» TASK DETAILS
Only the lines with the string "dead" are needed; return each of them from the entries below.

» INPUT DATA
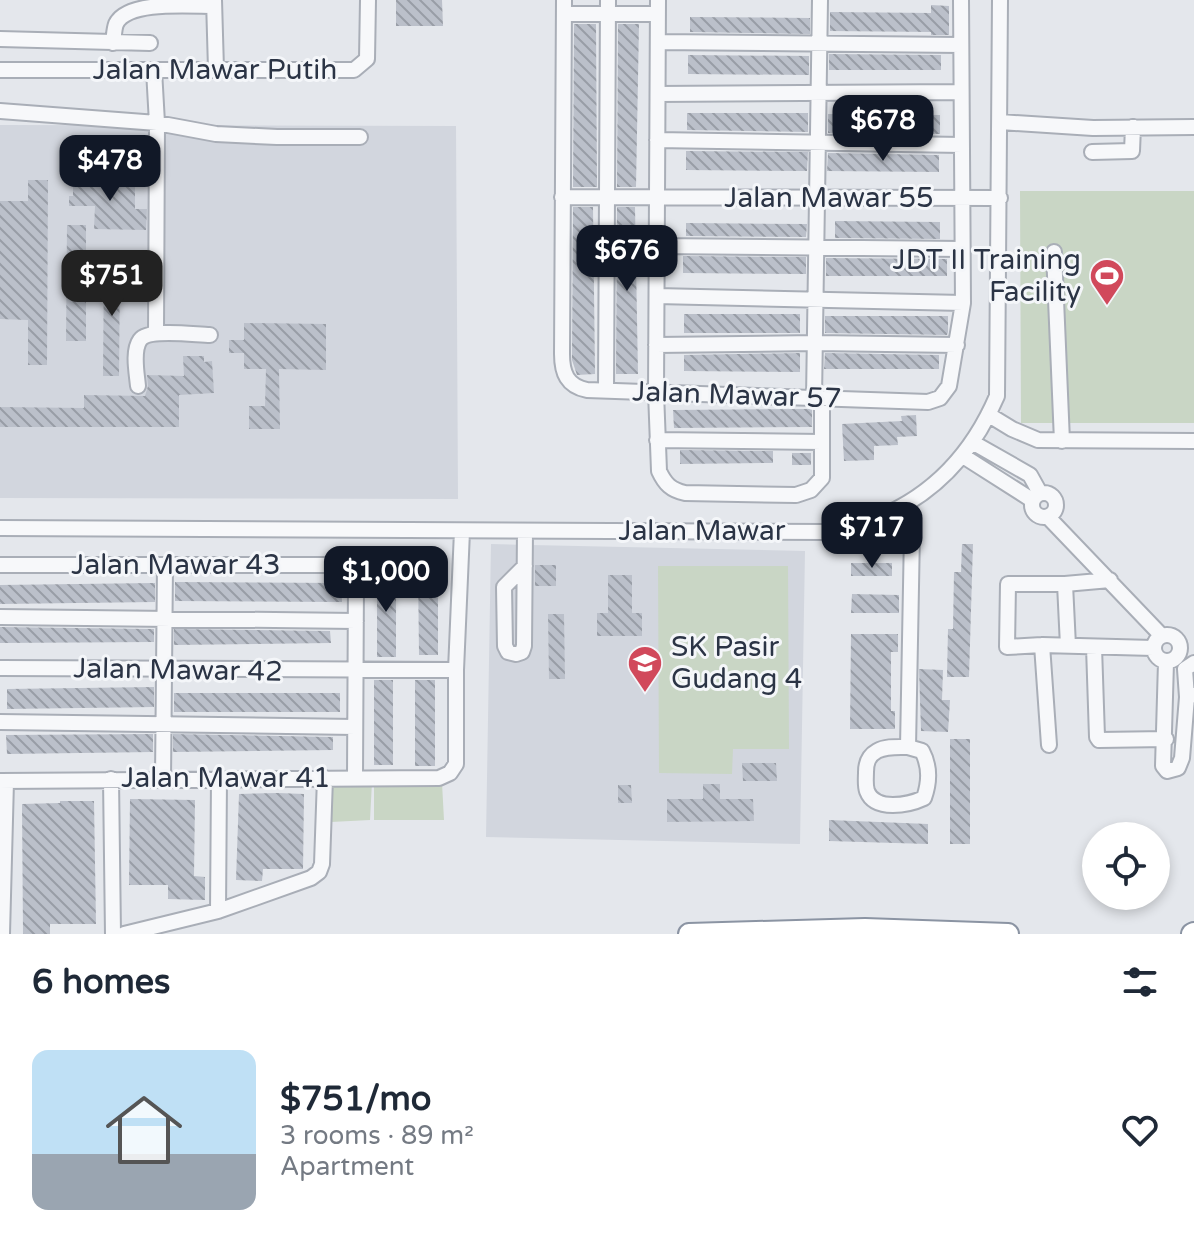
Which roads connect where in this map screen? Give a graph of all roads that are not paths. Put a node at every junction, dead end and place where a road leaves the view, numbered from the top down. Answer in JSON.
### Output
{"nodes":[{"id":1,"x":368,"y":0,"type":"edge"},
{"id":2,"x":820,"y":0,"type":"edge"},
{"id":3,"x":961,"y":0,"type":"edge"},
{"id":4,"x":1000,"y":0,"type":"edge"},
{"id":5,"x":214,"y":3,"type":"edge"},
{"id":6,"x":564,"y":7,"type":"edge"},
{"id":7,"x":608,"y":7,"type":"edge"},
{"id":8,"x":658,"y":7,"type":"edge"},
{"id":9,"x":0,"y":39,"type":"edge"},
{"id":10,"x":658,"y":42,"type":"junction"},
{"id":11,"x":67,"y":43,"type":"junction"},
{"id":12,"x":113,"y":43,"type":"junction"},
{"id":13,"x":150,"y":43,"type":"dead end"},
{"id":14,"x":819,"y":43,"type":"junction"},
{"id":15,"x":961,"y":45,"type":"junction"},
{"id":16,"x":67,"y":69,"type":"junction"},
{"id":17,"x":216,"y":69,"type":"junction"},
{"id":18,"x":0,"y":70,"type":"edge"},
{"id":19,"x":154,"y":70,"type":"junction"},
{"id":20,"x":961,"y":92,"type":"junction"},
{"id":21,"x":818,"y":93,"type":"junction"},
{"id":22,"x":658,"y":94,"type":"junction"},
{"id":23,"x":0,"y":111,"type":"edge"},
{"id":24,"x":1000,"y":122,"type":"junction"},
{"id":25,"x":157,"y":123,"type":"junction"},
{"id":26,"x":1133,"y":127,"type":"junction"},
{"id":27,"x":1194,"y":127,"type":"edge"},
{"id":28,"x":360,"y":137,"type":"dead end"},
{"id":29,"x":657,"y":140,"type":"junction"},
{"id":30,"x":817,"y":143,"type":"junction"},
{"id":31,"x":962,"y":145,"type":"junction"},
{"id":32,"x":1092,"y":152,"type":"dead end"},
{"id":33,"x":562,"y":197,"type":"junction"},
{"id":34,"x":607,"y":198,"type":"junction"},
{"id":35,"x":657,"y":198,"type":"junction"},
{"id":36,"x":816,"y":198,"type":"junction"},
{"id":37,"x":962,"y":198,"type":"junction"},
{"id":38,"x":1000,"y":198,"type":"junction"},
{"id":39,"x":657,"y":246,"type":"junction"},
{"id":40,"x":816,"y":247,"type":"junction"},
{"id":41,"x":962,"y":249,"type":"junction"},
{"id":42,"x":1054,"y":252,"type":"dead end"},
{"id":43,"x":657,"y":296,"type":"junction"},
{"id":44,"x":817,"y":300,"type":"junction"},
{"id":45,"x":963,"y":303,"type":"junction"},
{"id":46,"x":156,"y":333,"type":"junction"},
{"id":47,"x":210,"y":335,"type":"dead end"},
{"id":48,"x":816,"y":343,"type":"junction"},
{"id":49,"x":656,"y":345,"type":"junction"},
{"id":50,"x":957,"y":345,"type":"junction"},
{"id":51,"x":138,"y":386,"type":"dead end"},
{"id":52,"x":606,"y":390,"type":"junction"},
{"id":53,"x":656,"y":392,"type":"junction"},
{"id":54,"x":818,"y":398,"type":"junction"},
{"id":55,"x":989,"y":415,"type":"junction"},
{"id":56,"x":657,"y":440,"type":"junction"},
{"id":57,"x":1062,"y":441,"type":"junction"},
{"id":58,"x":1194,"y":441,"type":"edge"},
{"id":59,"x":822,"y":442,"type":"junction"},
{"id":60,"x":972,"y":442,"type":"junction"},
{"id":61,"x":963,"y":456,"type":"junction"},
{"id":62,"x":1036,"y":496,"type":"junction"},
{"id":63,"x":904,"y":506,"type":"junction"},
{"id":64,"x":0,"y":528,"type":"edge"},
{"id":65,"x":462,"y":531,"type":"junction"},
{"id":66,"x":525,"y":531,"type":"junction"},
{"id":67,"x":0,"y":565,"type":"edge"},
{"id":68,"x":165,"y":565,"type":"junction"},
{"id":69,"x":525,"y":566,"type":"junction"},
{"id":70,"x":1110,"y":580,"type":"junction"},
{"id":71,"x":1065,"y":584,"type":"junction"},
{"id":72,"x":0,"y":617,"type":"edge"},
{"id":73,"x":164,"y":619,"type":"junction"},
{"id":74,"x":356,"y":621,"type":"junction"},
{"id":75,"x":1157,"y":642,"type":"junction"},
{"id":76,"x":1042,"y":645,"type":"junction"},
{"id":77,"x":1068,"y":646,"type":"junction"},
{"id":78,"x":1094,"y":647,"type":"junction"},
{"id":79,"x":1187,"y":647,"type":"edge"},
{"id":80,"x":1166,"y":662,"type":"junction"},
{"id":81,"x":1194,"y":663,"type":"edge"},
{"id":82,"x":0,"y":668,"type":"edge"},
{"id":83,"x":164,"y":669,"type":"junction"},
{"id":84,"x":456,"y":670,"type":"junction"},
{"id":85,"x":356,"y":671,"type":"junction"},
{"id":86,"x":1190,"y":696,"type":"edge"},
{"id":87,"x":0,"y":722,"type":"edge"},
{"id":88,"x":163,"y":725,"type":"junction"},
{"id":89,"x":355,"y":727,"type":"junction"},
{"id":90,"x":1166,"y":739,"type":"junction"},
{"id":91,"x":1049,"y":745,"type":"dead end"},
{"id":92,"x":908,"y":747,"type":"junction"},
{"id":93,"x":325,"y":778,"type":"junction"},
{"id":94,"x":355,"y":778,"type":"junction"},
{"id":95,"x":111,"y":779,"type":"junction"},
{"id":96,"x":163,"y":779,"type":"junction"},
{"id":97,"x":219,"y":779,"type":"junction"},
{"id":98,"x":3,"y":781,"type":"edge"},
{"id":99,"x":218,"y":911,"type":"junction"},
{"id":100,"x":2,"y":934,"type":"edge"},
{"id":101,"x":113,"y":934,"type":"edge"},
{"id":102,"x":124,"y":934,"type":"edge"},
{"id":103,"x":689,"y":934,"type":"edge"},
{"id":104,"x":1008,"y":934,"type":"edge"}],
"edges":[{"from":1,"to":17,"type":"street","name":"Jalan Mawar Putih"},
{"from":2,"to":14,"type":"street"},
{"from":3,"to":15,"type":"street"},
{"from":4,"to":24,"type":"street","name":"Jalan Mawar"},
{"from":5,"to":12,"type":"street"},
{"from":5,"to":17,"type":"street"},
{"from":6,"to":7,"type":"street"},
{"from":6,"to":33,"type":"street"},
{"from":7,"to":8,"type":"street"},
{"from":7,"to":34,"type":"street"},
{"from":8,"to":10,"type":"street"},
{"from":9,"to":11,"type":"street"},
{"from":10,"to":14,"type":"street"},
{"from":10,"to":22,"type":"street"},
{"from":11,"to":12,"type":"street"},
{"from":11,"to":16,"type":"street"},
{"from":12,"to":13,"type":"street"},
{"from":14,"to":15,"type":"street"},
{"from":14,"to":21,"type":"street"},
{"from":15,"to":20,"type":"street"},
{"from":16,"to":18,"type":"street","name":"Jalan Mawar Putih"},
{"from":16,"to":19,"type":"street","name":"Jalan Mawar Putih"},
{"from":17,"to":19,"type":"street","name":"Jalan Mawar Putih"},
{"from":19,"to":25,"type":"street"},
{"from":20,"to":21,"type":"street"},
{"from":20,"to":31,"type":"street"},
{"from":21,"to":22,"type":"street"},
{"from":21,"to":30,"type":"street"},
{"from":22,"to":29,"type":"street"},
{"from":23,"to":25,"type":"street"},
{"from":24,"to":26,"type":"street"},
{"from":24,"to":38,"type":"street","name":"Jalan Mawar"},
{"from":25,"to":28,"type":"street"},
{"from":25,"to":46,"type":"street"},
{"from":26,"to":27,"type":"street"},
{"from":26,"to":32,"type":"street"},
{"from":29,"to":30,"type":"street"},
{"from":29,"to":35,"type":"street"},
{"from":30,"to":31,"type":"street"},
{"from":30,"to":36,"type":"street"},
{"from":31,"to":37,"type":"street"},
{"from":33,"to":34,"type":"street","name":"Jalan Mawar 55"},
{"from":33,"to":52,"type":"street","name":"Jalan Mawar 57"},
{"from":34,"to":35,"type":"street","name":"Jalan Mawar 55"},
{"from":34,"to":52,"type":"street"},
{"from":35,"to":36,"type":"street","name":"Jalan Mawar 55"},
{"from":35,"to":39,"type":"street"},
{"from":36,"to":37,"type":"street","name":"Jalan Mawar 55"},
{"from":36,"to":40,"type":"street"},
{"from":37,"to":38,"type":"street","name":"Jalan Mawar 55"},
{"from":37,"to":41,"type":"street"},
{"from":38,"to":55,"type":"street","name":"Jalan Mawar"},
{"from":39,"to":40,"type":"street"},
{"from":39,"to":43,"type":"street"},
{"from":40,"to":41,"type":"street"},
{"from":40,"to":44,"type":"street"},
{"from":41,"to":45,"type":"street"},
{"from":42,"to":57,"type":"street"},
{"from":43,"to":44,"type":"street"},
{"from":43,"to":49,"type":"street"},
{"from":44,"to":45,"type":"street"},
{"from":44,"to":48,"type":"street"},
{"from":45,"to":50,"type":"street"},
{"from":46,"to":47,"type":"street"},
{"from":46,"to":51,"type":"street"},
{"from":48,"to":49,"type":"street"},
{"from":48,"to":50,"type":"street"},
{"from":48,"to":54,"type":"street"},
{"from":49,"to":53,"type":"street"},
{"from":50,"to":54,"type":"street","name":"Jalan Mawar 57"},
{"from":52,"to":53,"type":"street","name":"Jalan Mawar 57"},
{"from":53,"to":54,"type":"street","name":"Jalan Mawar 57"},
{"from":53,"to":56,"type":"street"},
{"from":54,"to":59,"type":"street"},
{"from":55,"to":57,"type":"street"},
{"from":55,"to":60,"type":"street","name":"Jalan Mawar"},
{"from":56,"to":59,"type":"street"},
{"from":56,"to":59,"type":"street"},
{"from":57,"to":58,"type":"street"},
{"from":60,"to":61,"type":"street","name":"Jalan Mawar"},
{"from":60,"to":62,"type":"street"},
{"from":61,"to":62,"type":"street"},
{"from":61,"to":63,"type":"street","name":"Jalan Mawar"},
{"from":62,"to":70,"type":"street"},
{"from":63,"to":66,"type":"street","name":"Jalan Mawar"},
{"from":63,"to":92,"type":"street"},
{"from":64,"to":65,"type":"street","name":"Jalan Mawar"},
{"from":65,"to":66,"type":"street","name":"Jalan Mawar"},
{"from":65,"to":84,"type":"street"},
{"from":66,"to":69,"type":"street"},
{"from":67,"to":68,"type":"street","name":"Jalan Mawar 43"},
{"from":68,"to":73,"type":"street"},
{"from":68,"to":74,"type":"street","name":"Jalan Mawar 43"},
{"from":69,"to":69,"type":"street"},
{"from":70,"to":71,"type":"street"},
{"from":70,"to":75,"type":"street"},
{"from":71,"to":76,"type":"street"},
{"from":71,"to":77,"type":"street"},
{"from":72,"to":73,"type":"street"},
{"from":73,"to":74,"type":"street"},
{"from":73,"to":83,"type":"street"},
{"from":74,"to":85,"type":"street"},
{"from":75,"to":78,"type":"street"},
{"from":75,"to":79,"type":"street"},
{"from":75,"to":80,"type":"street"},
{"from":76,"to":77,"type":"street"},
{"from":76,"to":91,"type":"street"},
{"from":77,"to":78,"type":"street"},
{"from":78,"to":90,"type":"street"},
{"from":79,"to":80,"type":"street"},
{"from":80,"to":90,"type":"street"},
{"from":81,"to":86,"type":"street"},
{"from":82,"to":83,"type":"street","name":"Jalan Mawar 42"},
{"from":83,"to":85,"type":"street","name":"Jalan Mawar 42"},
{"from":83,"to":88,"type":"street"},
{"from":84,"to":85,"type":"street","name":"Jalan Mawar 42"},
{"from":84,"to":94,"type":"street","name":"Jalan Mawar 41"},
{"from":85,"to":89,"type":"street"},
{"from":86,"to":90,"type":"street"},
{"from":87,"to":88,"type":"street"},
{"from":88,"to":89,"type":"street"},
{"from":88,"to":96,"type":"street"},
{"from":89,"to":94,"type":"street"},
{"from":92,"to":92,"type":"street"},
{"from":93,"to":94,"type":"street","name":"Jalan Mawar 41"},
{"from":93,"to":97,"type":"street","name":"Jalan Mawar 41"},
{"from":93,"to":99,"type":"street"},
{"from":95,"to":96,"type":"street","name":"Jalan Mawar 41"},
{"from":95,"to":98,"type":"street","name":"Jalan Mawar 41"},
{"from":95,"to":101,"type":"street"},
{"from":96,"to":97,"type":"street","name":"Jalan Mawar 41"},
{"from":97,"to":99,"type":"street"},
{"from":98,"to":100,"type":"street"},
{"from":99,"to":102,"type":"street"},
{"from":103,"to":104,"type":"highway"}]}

» EXERCISE RESPONSE
Which roads connect where in this map screen? Give a graph of all roads that are not paths. Put a node at every junction, dead end and place where a road leaves the view, numbered from the top down. Answer in JSON.
{"id":13,"x":150,"y":43,"type":"dead end"},
{"id":28,"x":360,"y":137,"type":"dead end"},
{"id":32,"x":1092,"y":152,"type":"dead end"},
{"id":42,"x":1054,"y":252,"type":"dead end"},
{"id":47,"x":210,"y":335,"type":"dead end"},
{"id":51,"x":138,"y":386,"type":"dead end"},
{"id":91,"x":1049,"y":745,"type":"dead end"},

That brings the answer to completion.